We will be forcing it with 4.0. It's not optional at all.

avatar mbabker
mbabker - comment - 22 Mar 2017

Any plan which mandates that the current broken URLs that get accepted by the routing system is in my eyes not a valid plan. By that logic I can craft the URL of https://www.joomla.org/announcements/6-joomla-leadership-team.html which results in a 200 response, gives me exactly the body content that I'm looking for (even if it is now wrapped an the incorrect category/menu configuration), and therefore by your argument must continue to work or automagically redirect. Even funnier is this isn't a URL that will ever get generated within the Joomla application but if you know anything about how wonky the current router is you know exactly how to craft URLs in such a way to get mixed pages like this which just work.

Sooner or later we have to cut the technical debt and we have to address some of the underlying issues users have with the routing system. One of the most frequent groans is people manage to get "duplicate content" because there are a plethora of URLs you can use to get to a page if you know what you're doing (https://www.joomla.org/component/content/category/6-joomla-leadership-team.html is another perfectly valid mutation of the leadership page but again wrapped with the wrong menu data). We need to stop having a system that allows you to mutate the URL structure and land on a valid page, this system moves in that direction.

Yes, it does mean that users will require additional education and additional work to validate their links. Yes, I get this is not optimal user experience. But short of always supporting routing what are very obviously FUBAR URLs to the right content within our code, there is no fix for that.

avatar brianteeman
brianteeman - comment - 22 Mar 2017

for the record i have absolutely no issue with making urls that "work" today but cannot be "generated" by Joomla no longer work

avatar Bakual
Bakual - comment - 22 Mar 2017

@mbabker Michael, I'm not saying to keep the old URLs working forever. I just want to have a way site admins realistically can redirect the old URLs to the new ones without having to manually add all of them.

One of the most frequent groans is people manage to get "duplicate content" because there are a plethora of URLs you can use to get to a page

That's actually a misunderstanding from the people about what "duplicate content" is. Google has no issue with multiple links pointing to the same content as long as it's on the same domain.
But as said, it's fine for me to get there where only one valid URL exists for a given page. I just don't agree on the path which is currently taken to get there (because there is no path).

But short of always supporting routing what are very obviously FUBAR URLs to the right content within our code, there is no fix for that.

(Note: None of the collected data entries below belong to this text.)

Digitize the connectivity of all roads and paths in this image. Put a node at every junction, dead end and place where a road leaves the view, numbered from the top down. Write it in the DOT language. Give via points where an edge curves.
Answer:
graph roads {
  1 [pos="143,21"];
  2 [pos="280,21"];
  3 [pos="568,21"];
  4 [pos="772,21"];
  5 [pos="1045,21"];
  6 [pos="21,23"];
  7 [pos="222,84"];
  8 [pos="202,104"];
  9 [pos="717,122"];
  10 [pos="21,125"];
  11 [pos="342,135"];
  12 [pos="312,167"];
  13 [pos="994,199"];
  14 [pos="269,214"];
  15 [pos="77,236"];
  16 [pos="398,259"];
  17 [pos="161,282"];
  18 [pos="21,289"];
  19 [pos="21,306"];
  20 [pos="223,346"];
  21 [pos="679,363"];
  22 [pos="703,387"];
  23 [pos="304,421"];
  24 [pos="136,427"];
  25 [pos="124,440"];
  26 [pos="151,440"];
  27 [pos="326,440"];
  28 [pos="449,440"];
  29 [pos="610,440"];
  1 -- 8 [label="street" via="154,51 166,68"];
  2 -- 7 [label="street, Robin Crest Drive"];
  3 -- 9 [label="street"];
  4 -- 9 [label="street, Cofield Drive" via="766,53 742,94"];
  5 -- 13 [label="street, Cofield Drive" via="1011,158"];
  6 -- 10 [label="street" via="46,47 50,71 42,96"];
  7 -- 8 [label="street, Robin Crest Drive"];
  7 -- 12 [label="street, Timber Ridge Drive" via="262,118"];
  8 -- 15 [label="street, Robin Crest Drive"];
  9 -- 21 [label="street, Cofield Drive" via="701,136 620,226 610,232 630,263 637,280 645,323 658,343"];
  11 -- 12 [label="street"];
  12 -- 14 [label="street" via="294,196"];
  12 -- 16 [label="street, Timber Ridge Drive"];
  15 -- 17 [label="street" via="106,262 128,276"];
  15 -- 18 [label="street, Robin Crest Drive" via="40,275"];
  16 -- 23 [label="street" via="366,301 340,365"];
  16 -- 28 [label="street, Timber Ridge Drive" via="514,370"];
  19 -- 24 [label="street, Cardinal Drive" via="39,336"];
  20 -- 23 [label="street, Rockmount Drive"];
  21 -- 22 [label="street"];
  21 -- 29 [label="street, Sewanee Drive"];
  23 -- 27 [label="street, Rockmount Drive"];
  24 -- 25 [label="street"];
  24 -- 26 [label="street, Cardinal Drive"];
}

There is a way to temporary keep supporting the "FUBAR URLs", collecting them and leave it to the admin to decide which to drop and which to keep after the legacy support has been dropped (eg in 4.0).

avatar peteruoi
peteruoi - comment - 22 Mar 2017

As i see it there is no problem with joomla 3.7 as the new router is optional.
Can an official joomla link migrator be developed for joomla 4? I 'm certainly no expert to say if it is possible with our current router mistakes, but if it is possible, could a link migrator automatically create 301 redirects with our component redirect???

avatar mbabker
mbabker - comment - 22 Mar 2017

They could not be collected and an admin be told there are URLs not valid with the new system. That's not how it works and trying to do that WOULD be a B/C break. To use com_redirect in that way would require throwing a 404 on what is currently a URL responding with a 200. Or you are suggesting to just automagically dump all valid legacy URLs into com_redirect with zero notification to anyone (which would be a massive change in behavior and user expectation because right now the component only collects 404 URLs or has items that are manually input).

avatar Bakual
Bakual - comment - 22 Mar 2017

but if it is possible, could a link migrator automatically create 301 redirects with our component redirect???

That's what I suggested in the initial issue description. But done in 3.7 and not in 4.0.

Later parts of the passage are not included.